▶ Work to be completed: Please restate the records below verbatim, omitting every image they hold.

----------------------------------------

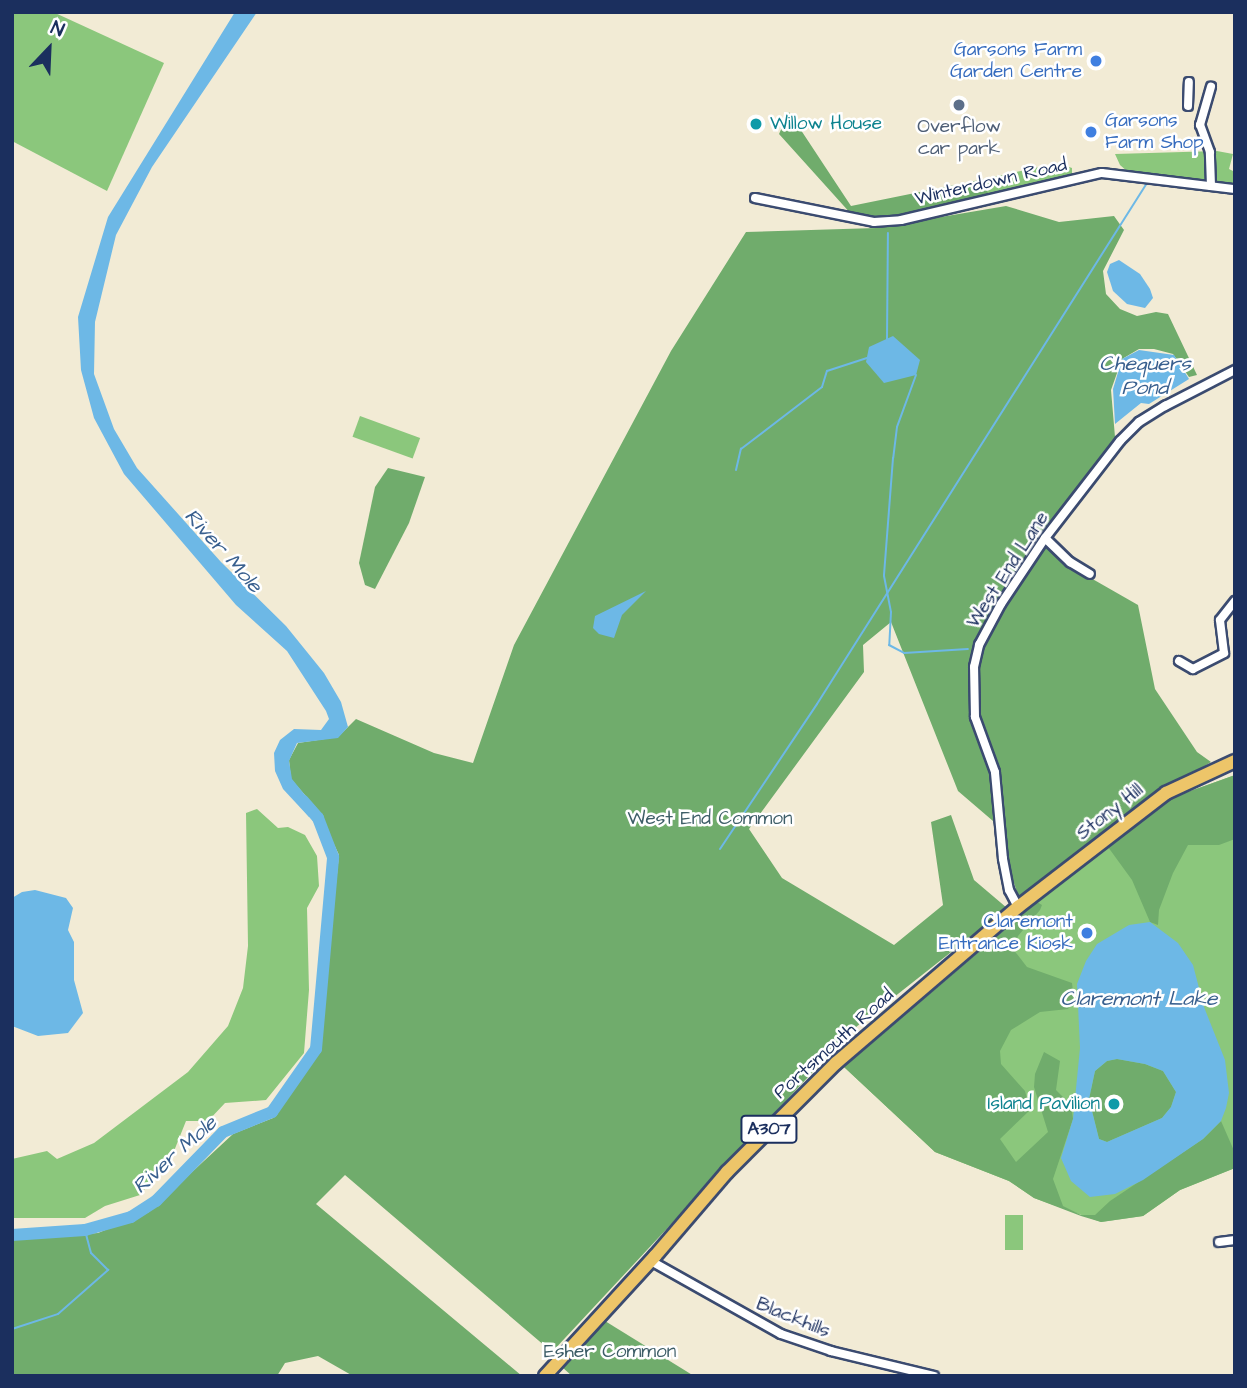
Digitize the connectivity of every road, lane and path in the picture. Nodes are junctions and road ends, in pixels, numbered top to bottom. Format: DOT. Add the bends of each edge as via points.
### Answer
graph roads {
  1 [pos="1189,82"];
  2 [pos="1212,87"];
  3 [pos="1189,93"];
  4 [pos="1207,97"];
  5 [pos="1188,106"];
  6 [pos="1211,186"];
  7 [pos="1235,189"];
  8 [pos="755,198"];
  9 [pos="1235,370"];
  10 [pos="1045,538"];
  11 [pos="1090,574"];
  12 [pos="1235,601"];
  13 [pos="1179,661"];
  14 [pos="1235,761"];
  15 [pos="1018,907"];
  16 [pos="1235,1240"];
  17 [pos="1219,1242"];
  18 [pos="651,1261"];
  19 [pos="545,1376"];
  20 [pos="934,1376"];
  1 -- 3 [label="street"];
  2 -- 4 [label="street"];
  3 -- 4 [label="street"];
  3 -- 5 [label="street"];
  4 -- 6 [label="street" via="1200,125 1210,152"];
  6 -- 7 [label="street, Winterdown Road"];
  6 -- 8 [label="street, Winterdown Road" via="1102,173 901,220 874,222"];
  9 -- 10 [label="street, West End Lane" via="1139,422"];
  10 -- 11 [label="street"];
  10 -- 15 [label="street, West End Lane" via="988,626 974,667 975,717 995,772 1003,859 1009,890"];
  12 -- 13 [label="street" via="1218,627 1226,651 1193,668"];
  14 -- 15 [label="main road, Stony Hill / A307" via="1166,793"];
  15 -- 18 [label="main road, Portsmouth Road / A307" via="798,1099 727,1171"];
  16 -- 17 [label="street"];
  18 -- 19 [label="main road, Portsmouth Road / A307"];
  18 -- 20 [label="street, Blackhills" via="781,1334"];
}
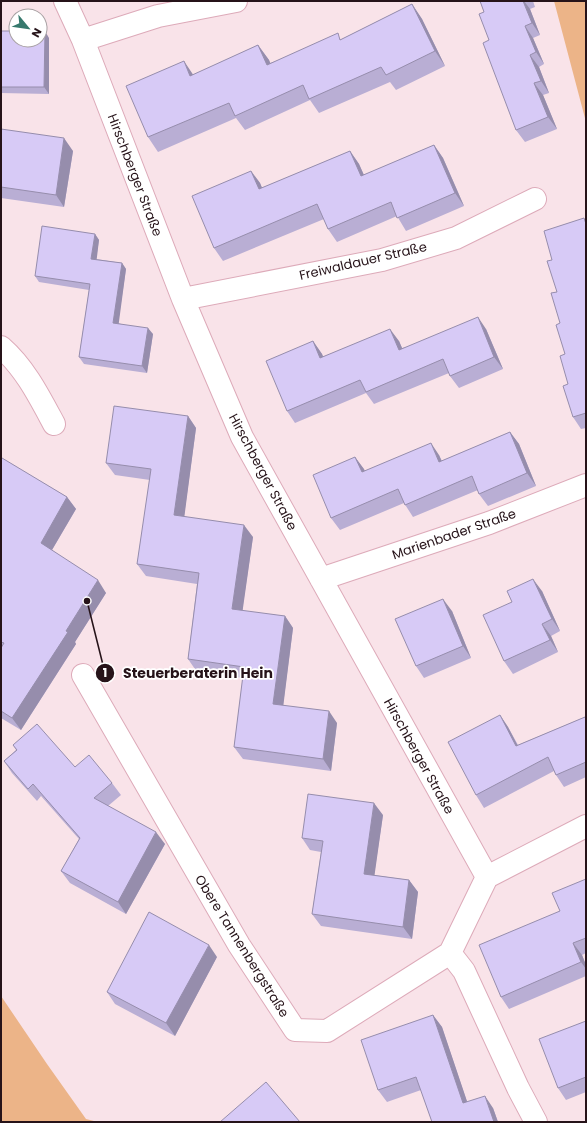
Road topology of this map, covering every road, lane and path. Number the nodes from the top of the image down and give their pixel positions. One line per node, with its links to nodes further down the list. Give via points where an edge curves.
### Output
1 (65, 1): 3 (street, Hirschberger Straße)
2 (236, 1): 3 (street, via 158,16)
3 (83, 40): 5 (street, Hirschberger Straße)
4 (535, 199): 5 (street, Freiwaldauer Straße, via 456,238 382,260)
5 (183, 299): 9 (street, Hirschberger Straße, via 242,437)
6 (1, 347): 7 (street, via 30,380)
7 (54, 424)
8 (586, 485): 9 (street, Marienbader Straße, via 489,523)
9 (321, 579): 12 (street, Hirschberger Straße)
10 (83, 676): 13 (street, Obere Tannenbergstraße, via 239,945 295,1030 327,1031)
11 (586, 826): 12 (street)
12 (487, 877): 13 (street)
13 (450, 953): 14 (street, via 464,971)
14 (536, 1122)

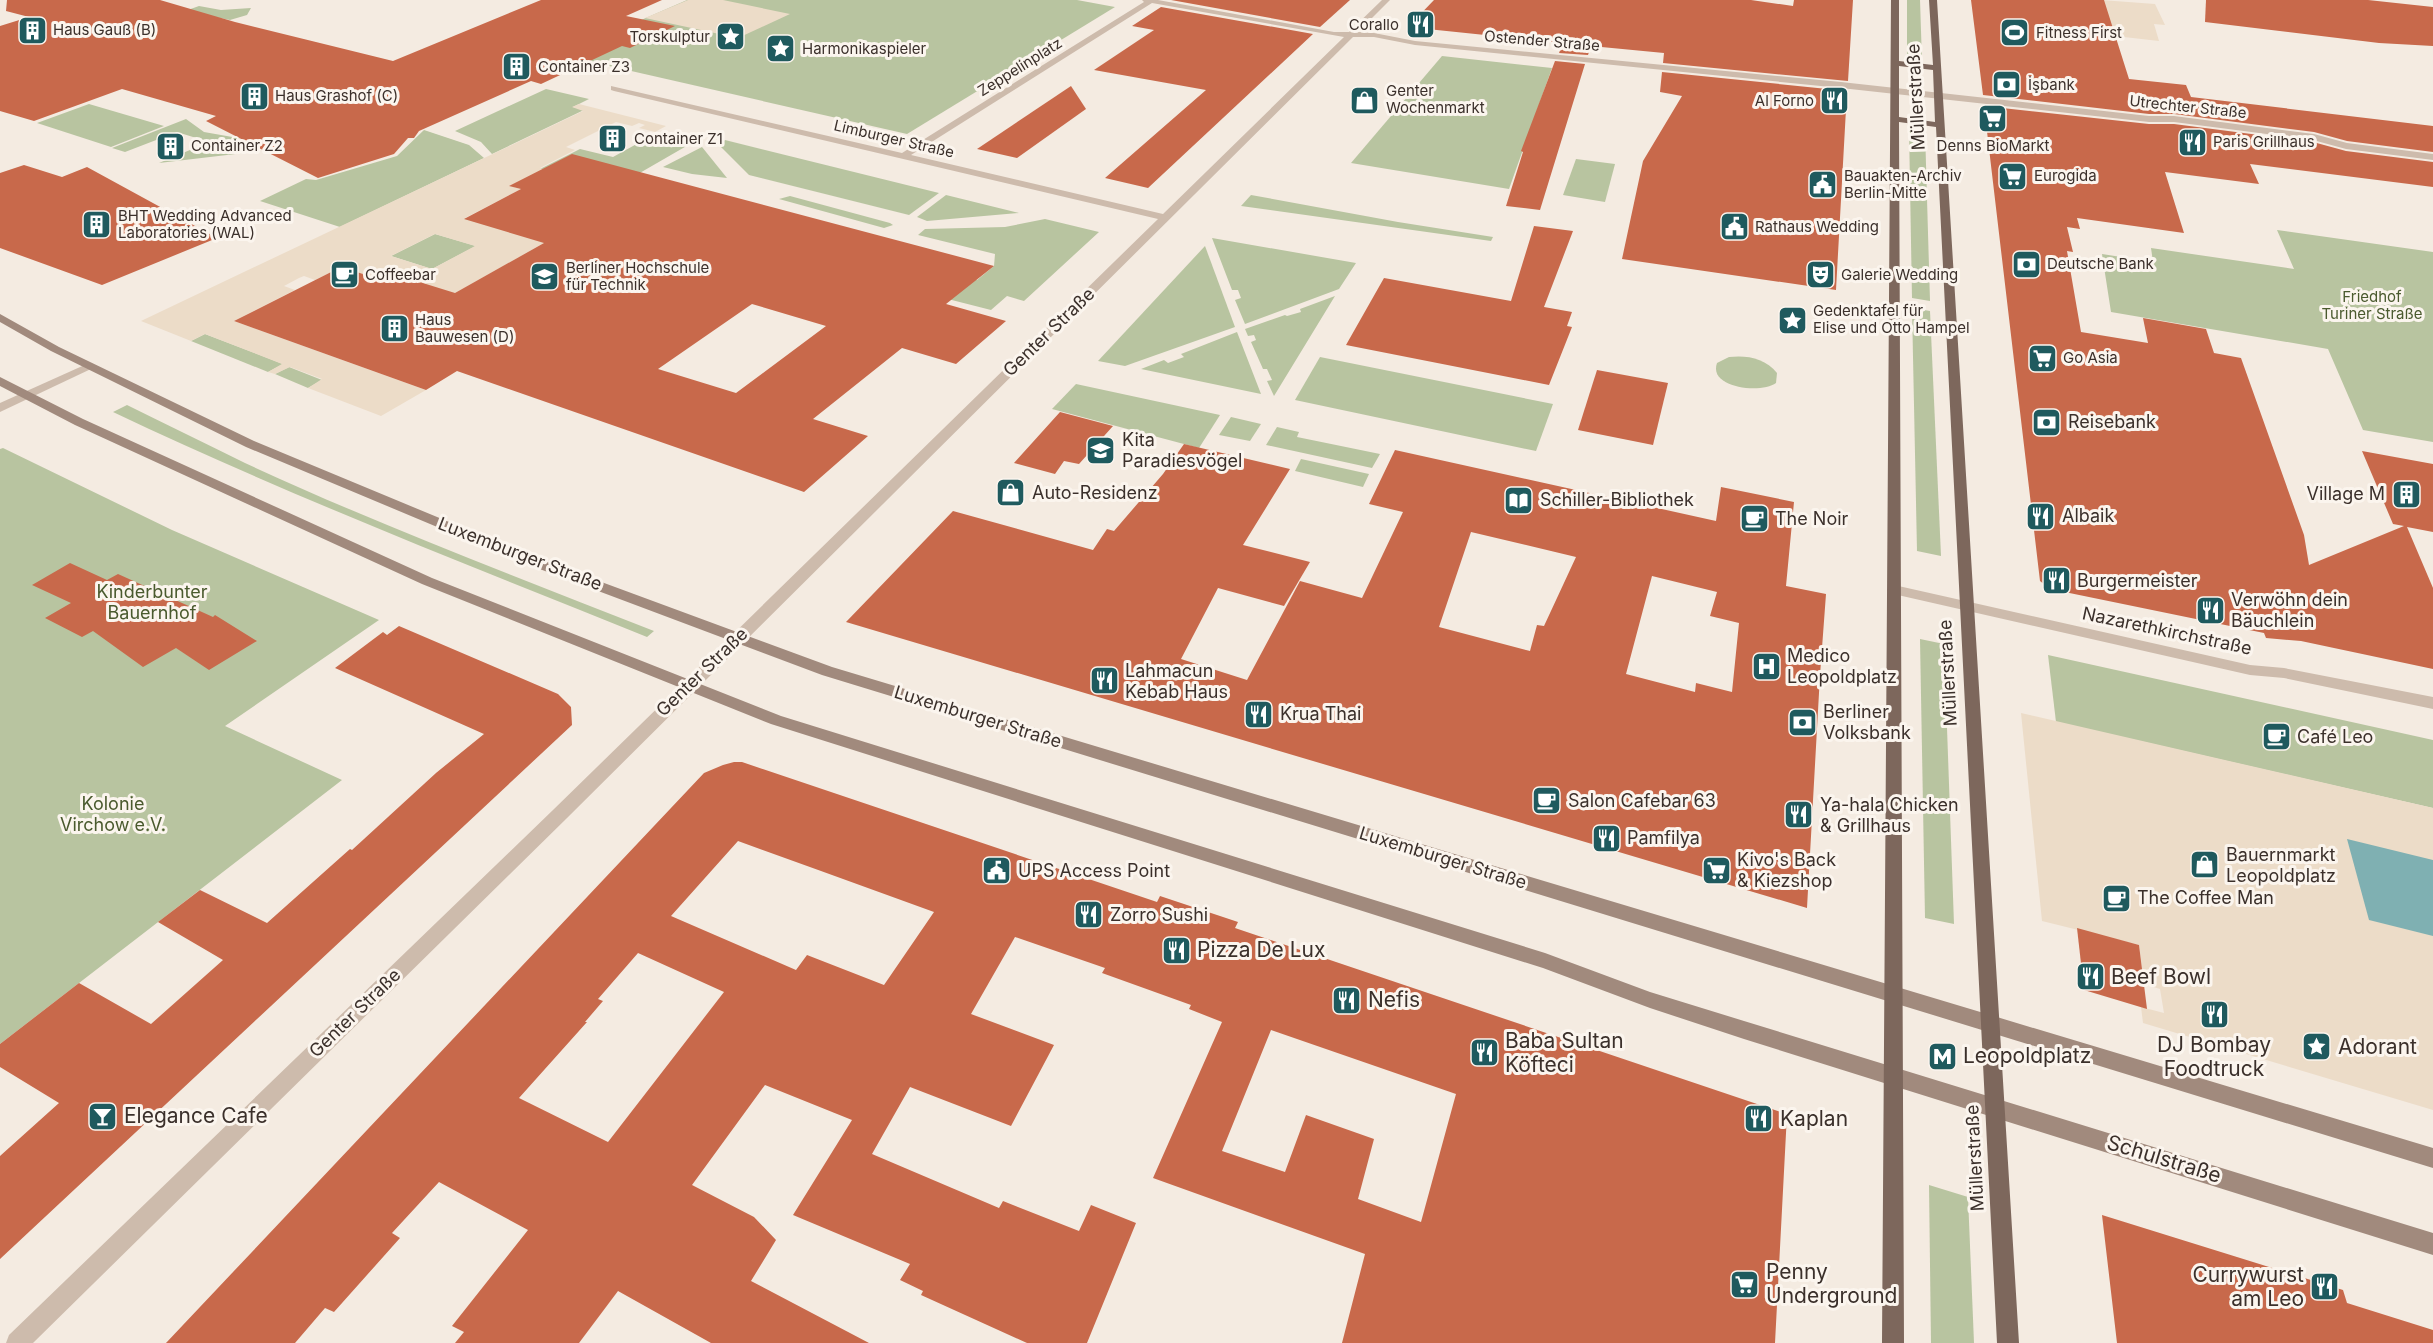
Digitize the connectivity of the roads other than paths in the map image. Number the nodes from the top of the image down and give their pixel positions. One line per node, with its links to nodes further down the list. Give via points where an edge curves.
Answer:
1 (1148, 0): 5 (street, Ostender Straße); 13 (street, Zeppelinplatz)
2 (1386, 0): 5 (street, Genter Straße)
3 (1895, 0): 6 (main road, Müllerstraße)
4 (1934, 0): 7 (main road, Müllerstraße)
5 (1350, 34): 9 (street, Ostender Straße); 15 (street, Genter Straße)
6 (1894, 63): 7 (main road); 9 (main road, Müllerstraße)
7 (1937, 68): 10 (main road, Müllerstraße)
8 (615, 88): 13 (street, Limburger Straße)
9 (1894, 90): 10 (street, Ostender Straße); 11 (main road, Müllerstraße)
10 (1939, 95): 12 (main road, Müllerstraße); 14 (street, Utrechter Straße, via 2303,135 2346,146)
11 (1894, 119): 12 (main road); 21 (main road, Müllerstraße)
12 (1940, 125): 22 (main road, Müllerstraße)
13 (903, 156): 15 (street, Limburger Straße)
14 (2433, 157)
15 (1167, 218): 23 (street, Genter Straße)
16 (0, 317): 17 (main road, Luxemburger Straße)
17 (89, 366): 19 (street); 23 (main road, Luxemburger Straße, via 250,444 514,554)
18 (0, 381): 19 (main road)
19 (27, 395): 20 (street); 24 (main road, via 427,581)
20 (0, 408)
21 (1894, 590): 22 (street, Nazarethkirchstraße); 26 (main road, Müllerstraße)
22 (1966, 606): 25 (street, Nazarethkirchstraße, via 2250,670 2284,673); 27 (main road, Müllerstraße)
23 (739, 637): 24 (street, Genter Straße); 26 (main road, Luxemburger Straße, via 827,671)
24 (689, 685): 28 (main road, via 776,720 1545,961 1650,1000); 32 (street, Genter Straße)
25 (2433, 703)
26 (1893, 994): 27 (main road, Luxemburger Straße); 28 (main road, Müllerstraße)
27 (1990, 1025): 29 (main road, Müllerstraße); 30 (main road)
28 (1894, 1076): 29 (main road, Schulstraße); 33 (main road, Müllerstraße)
29 (1995, 1107): 31 (main road, Schulstraße); 34 (main road, Müllerstraße)
30 (2433, 1158)
31 (2433, 1244)
32 (16, 1343)
33 (1893, 1343)
34 (2008, 1343)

----------------------------------------

▶ Expected output:
Digitize the connectivity of every road, lane and path in the picture. Nodes are junctions and road ends, in pixels, numbered top to bottom. Format: DOT. Add the bends of each edge as via points.
### Answer
graph roads {
  1 [pos="1189,82"];
  2 [pos="1212,87"];
  3 [pos="1189,93"];
  4 [pos="1207,97"];
  5 [pos="1188,106"];
  6 [pos="1211,186"];
  7 [pos="1235,189"];
  8 [pos="755,198"];
  9 [pos="1235,370"];
  10 [pos="1045,538"];
  11 [pos="1090,574"];
  12 [pos="1235,601"];
  13 [pos="1179,661"];
  14 [pos="1235,761"];
  15 [pos="1018,907"];
  16 [pos="1235,1240"];
  17 [pos="1219,1242"];
  18 [pos="651,1261"];
  19 [pos="545,1376"];
  20 [pos="934,1376"];
  1 -- 3 [label="street"];
  2 -- 4 [label="street"];
  3 -- 4 [label="street"];
  3 -- 5 [label="street"];
  4 -- 6 [label="street" via="1200,125 1210,152"];
  6 -- 7 [label="street, Winterdown Road"];
  6 -- 8 [label="street, Winterdown Road" via="1102,173 901,220 874,222"];
  9 -- 10 [label="street, West End Lane" via="1139,422"];
  10 -- 11 [label="street"];
  10 -- 15 [label="street, West End Lane" via="988,626 974,667 975,717 995,772 1003,859 1009,890"];
  12 -- 13 [label="street" via="1218,627 1226,651 1193,668"];
  14 -- 15 [label="main road, Stony Hill / A307" via="1166,793"];
  15 -- 18 [label="main road, Portsmouth Road / A307" via="798,1099 727,1171"];
  16 -- 17 [label="street"];
  18 -- 19 [label="main road, Portsmouth Road / A307"];
  18 -- 20 [label="street, Blackhills" via="781,1334"];
}
Road topology of this map, covering every road, lane and path. Number the nodes from the top of the image down and give their pixel positions. One line per node, with its links to nodes further down the list. Give via points where an edge curves.
### Output
1 (65, 1): 3 (street, Hirschberger Straße)
2 (236, 1): 3 (street, via 158,16)
3 (83, 40): 5 (street, Hirschberger Straße)
4 (535, 199): 5 (street, Freiwaldauer Straße, via 456,238 382,260)
5 (183, 299): 9 (street, Hirschberger Straße, via 242,437)
6 (1, 347): 7 (street, via 30,380)
7 (54, 424)
8 (586, 485): 9 (street, Marienbader Straße, via 489,523)
9 (321, 579): 12 (street, Hirschberger Straße)
10 (83, 676): 13 (street, Obere Tannenbergstraße, via 239,945 295,1030 327,1031)
11 (586, 826): 12 (street)
12 (487, 877): 13 (street)
13 (450, 953): 14 (street, via 464,971)
14 (536, 1122)

Digitize the connectivity of the roads other than paths in the map image. Number the nodes from the top of the image down and give their pixel positions. One line per node, with its links to nodes further down the list. Give via points where an edge curves.
Answer:
1 (1148, 0): 5 (street, Ostender Straße); 13 (street, Zeppelinplatz)
2 (1386, 0): 5 (street, Genter Straße)
3 (1895, 0): 6 (main road, Müllerstraße)
4 (1934, 0): 7 (main road, Müllerstraße)
5 (1350, 34): 9 (street, Ostender Straße); 15 (street, Genter Straße)
6 (1894, 63): 7 (main road); 9 (main road, Müllerstraße)
7 (1937, 68): 10 (main road, Müllerstraße)
8 (615, 88): 13 (street, Limburger Straße)
9 (1894, 90): 10 (street, Ostender Straße); 11 (main road, Müllerstraße)
10 (1939, 95): 12 (main road, Müllerstraße); 14 (street, Utrechter Straße, via 2303,135 2346,146)
11 (1894, 119): 12 (main road); 21 (main road, Müllerstraße)
12 (1940, 125): 22 (main road, Müllerstraße)
13 (903, 156): 15 (street, Limburger Straße)
14 (2433, 157)
15 (1167, 218): 23 (street, Genter Straße)
16 (0, 317): 17 (main road, Luxemburger Straße)
17 (89, 366): 19 (street); 23 (main road, Luxemburger Straße, via 250,444 514,554)
18 (0, 381): 19 (main road)
19 (27, 395): 20 (street); 24 (main road, via 427,581)
20 (0, 408)
21 (1894, 590): 22 (street, Nazarethkirchstraße); 26 (main road, Müllerstraße)
22 (1966, 606): 25 (street, Nazarethkirchstraße, via 2250,670 2284,673); 27 (main road, Müllerstraße)
23 (739, 637): 24 (street, Genter Straße); 26 (main road, Luxemburger Straße, via 827,671)
24 (689, 685): 28 (main road, via 776,720 1545,961 1650,1000); 32 (street, Genter Straße)
25 (2433, 703)
26 (1893, 994): 27 (main road, Luxemburger Straße); 28 (main road, Müllerstraße)
27 (1990, 1025): 29 (main road, Müllerstraße); 30 (main road)
28 (1894, 1076): 29 (main road, Schulstraße); 33 (main road, Müllerstraße)
29 (1995, 1107): 31 (main road, Schulstraße); 34 (main road, Müllerstraße)
30 (2433, 1158)
31 (2433, 1244)
32 (16, 1343)
33 (1893, 1343)
34 (2008, 1343)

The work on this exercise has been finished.